(What you have to do):
Could you transcribe every record below exactly as written, excluding the pictures?

=== Begin Enclosure ===

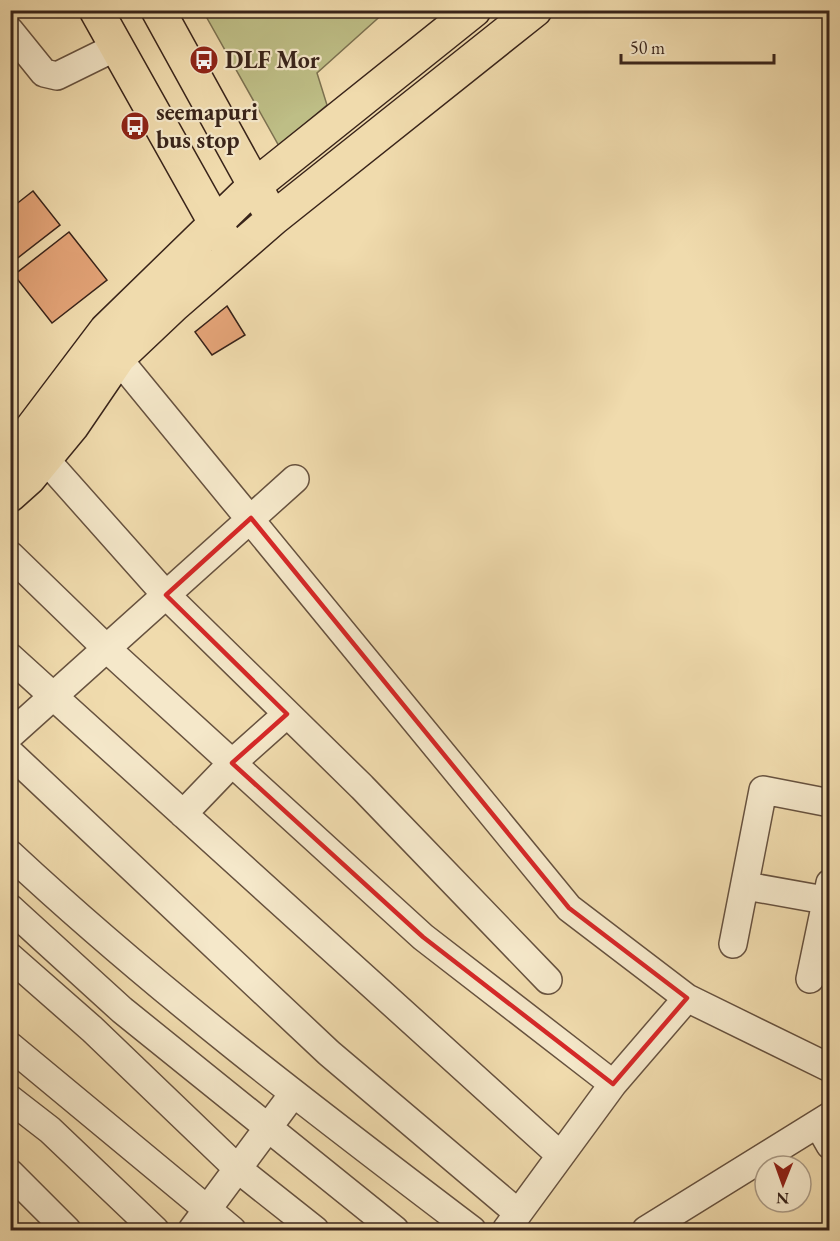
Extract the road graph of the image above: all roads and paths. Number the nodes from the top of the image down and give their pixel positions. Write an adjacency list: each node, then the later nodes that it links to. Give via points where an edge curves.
1 (96, 10): 6 (main road)
2 (158, 10): 7 (main road)
3 (474, 10): 7 (main road)
4 (535, 10): 8 (main road)
5 (10, 31): 6 (street, via 50,76)
6 (116, 47): 9 (main road)
7 (253, 187): 8 (main road); 9 (main road)
8 (274, 218): 10 (main road)
9 (215, 224): 10 (main road); 11 (main road)
10 (232, 254): 11 (main road)
11 (109, 348): 12 (main road); 13 (main road); 16 (street)
12 (10, 457)
13 (45, 459): 15 (main road); 18 (street)
14 (296, 479): 16 (street)
15 (10, 495)
16 (251, 518): 18 (street); 36 (street, via 569,908)
17 (10, 555): 19 (street)
18 (166, 595): 19 (street); 22 (street)
19 (106, 648): 21 (street); 25 (street)
20 (10, 657): 21 (street)
21 (53, 696): 23 (street); 27 (street)
22 (287, 714): 25 (street); 35 (street)
23 (10, 735)
24 (10, 753): 48 (street)
25 (232, 763): 27 (street); 39 (street, via 423,937)
26 (830, 803): 29 (street, via 763,790)
27 (183, 814): 44 (street)
28 (10, 854): 40 (street, via 89,928)
29 (746, 886): 30 (street); 32 (street)
30 (828, 895): 34 (street)
31 (10, 908): 43 (street, via 122,1010)
32 (733, 944)
33 (10, 957): 45 (street, via 92,1029)
34 (810, 979)
35 (548, 981)
36 (687, 998): 38 (street); 39 (street)
37 (10, 1046): 47 (street)
38 (830, 1068)
39 (613, 1084): 44 (street)
40 (293, 1094): 43 (street); 54 (street)
41 (10, 1099): 50 (street, via 50,1130)
42 (826, 1128): 55 (street)
43 (267, 1130): 45 (street); 53 (street)
44 (560, 1155): 48 (street)
45 (238, 1169): 47 (street); 52 (street)
46 (10, 1173): 49 (street)
47 (200, 1220): 51 (street)
48 (512, 1222)
49 (67, 1230)
50 (155, 1230)
51 (232, 1230)
52 (315, 1230)
53 (395, 1230)
54 (472, 1230)
55 (646, 1230)

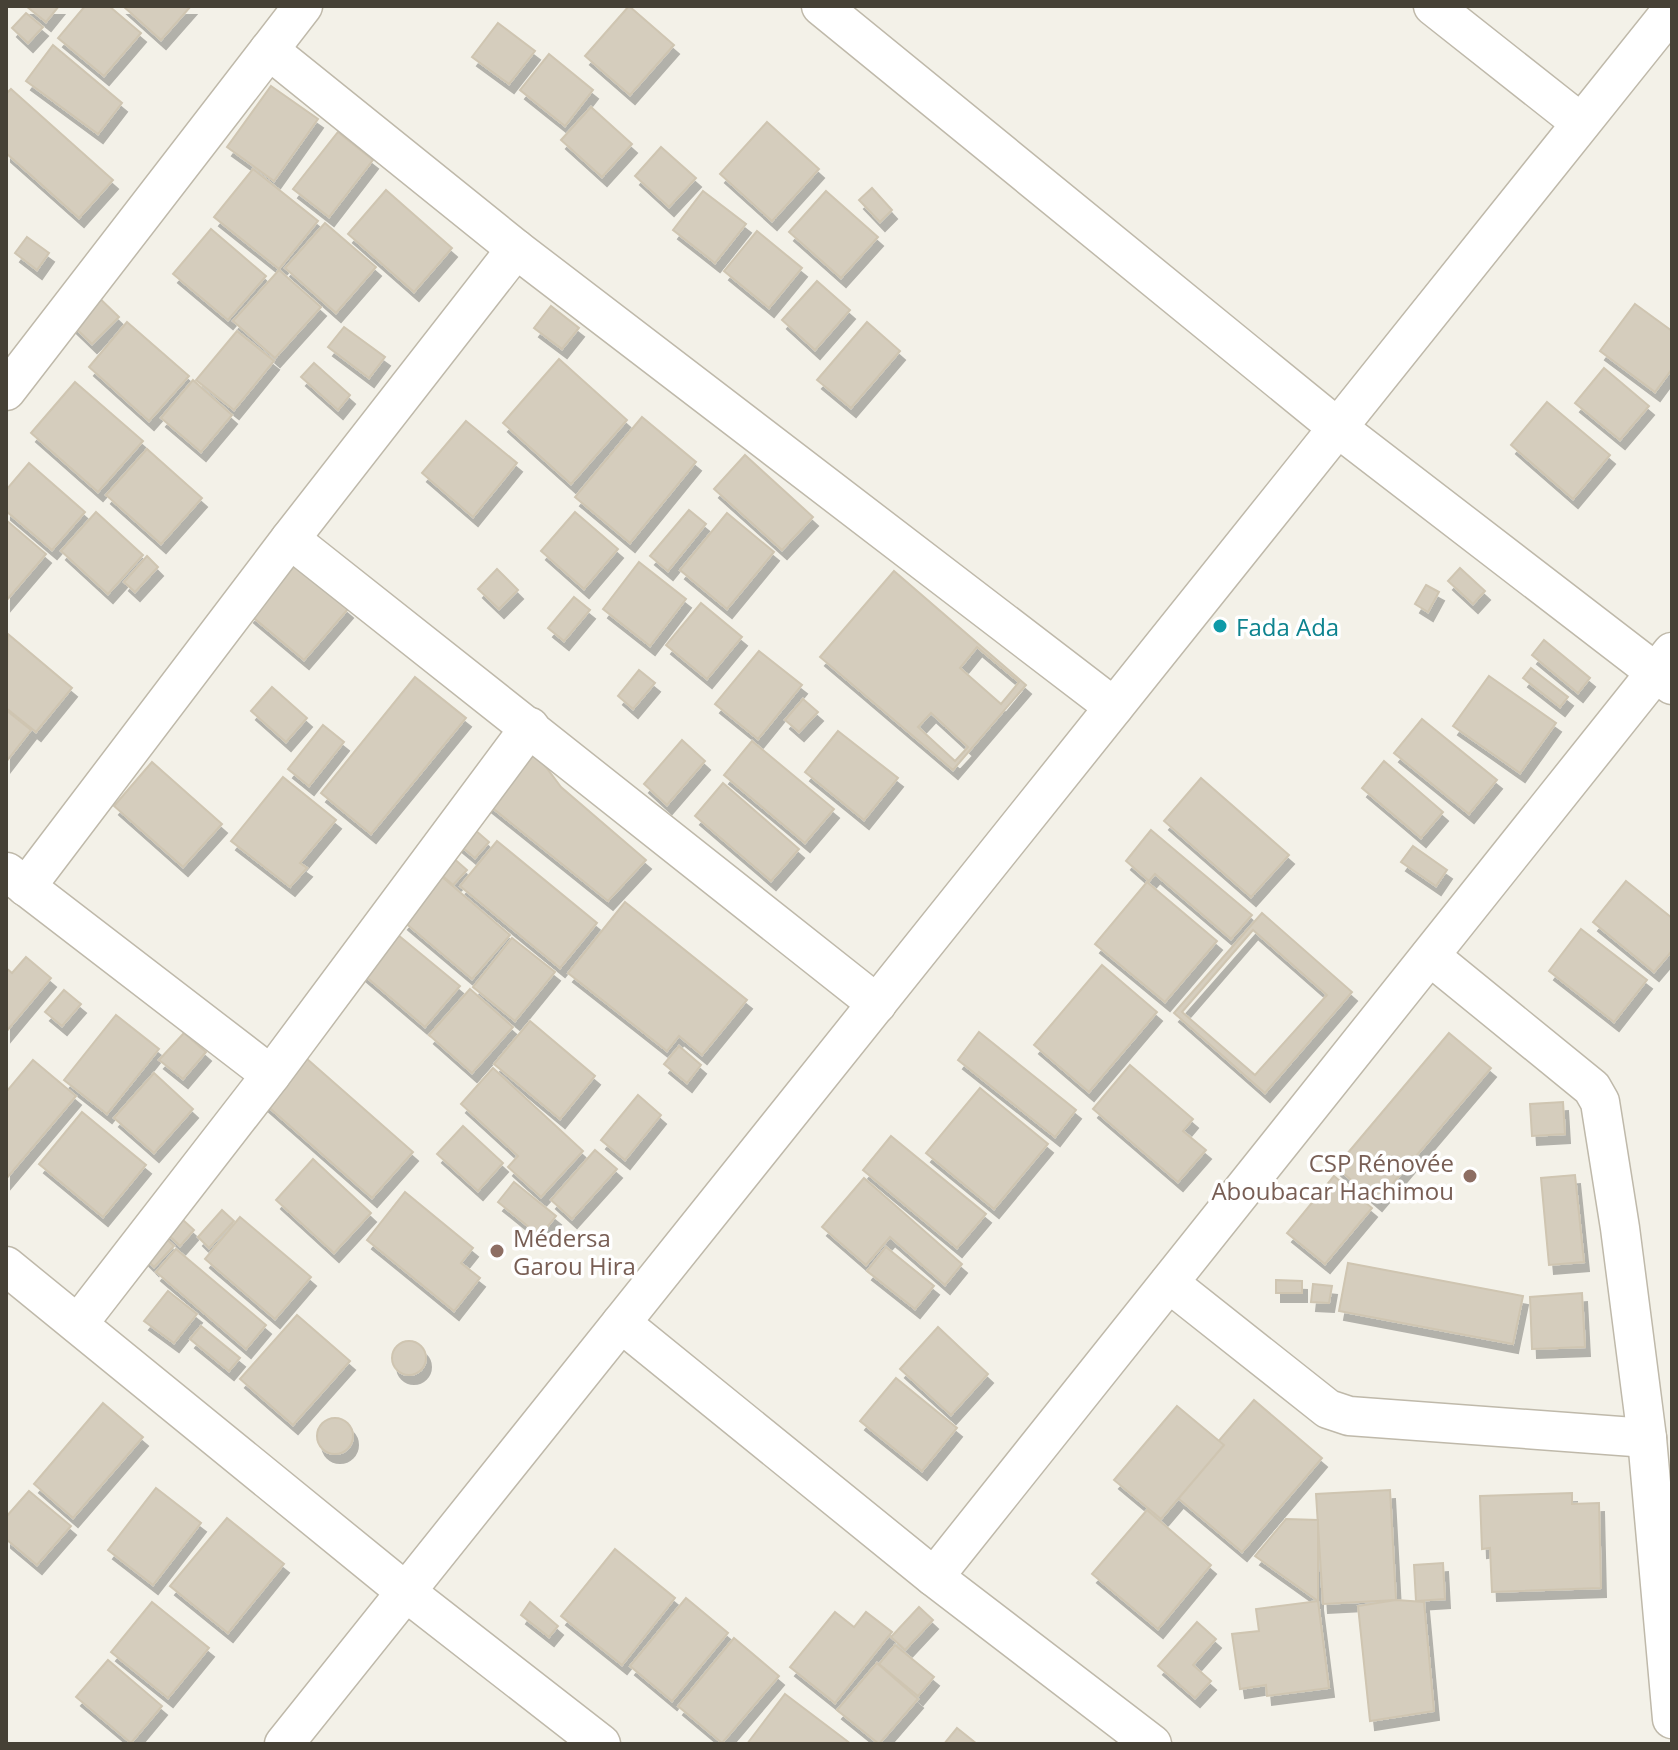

=== End Enclosure ===

(Exercise result):
Extract the road graph of the image above: all roads and paths. Number the nodes from the top of the image down and give their pixel positions. Write an adjacency list: each node, then the later nodes that it links to. Give via points where an edge curves.
1 (96, 10): 6 (main road)
2 (158, 10): 7 (main road)
3 (474, 10): 7 (main road)
4 (535, 10): 8 (main road)
5 (10, 31): 6 (street, via 50,76)
6 (116, 47): 9 (main road)
7 (253, 187): 8 (main road); 9 (main road)
8 (274, 218): 10 (main road)
9 (215, 224): 10 (main road); 11 (main road)
10 (232, 254): 11 (main road)
11 (109, 348): 12 (main road); 13 (main road); 16 (street)
12 (10, 457)
13 (45, 459): 15 (main road); 18 (street)
14 (296, 479): 16 (street)
15 (10, 495)
16 (251, 518): 18 (street); 36 (street, via 569,908)
17 (10, 555): 19 (street)
18 (166, 595): 19 (street); 22 (street)
19 (106, 648): 21 (street); 25 (street)
20 (10, 657): 21 (street)
21 (53, 696): 23 (street); 27 (street)
22 (287, 714): 25 (street); 35 (street)
23 (10, 735)
24 (10, 753): 48 (street)
25 (232, 763): 27 (street); 39 (street, via 423,937)
26 (830, 803): 29 (street, via 763,790)
27 (183, 814): 44 (street)
28 (10, 854): 40 (street, via 89,928)
29 (746, 886): 30 (street); 32 (street)
30 (828, 895): 34 (street)
31 (10, 908): 43 (street, via 122,1010)
32 (733, 944)
33 (10, 957): 45 (street, via 92,1029)
34 (810, 979)
35 (548, 981)
36 (687, 998): 38 (street); 39 (street)
37 (10, 1046): 47 (street)
38 (830, 1068)
39 (613, 1084): 44 (street)
40 (293, 1094): 43 (street); 54 (street)
41 (10, 1099): 50 (street, via 50,1130)
42 (826, 1128): 55 (street)
43 (267, 1130): 45 (street); 53 (street)
44 (560, 1155): 48 (street)
45 (238, 1169): 47 (street); 52 (street)
46 (10, 1173): 49 (street)
47 (200, 1220): 51 (street)
48 (512, 1222)
49 (67, 1230)
50 (155, 1230)
51 (232, 1230)
52 (315, 1230)
53 (395, 1230)
54 (472, 1230)
55 (646, 1230)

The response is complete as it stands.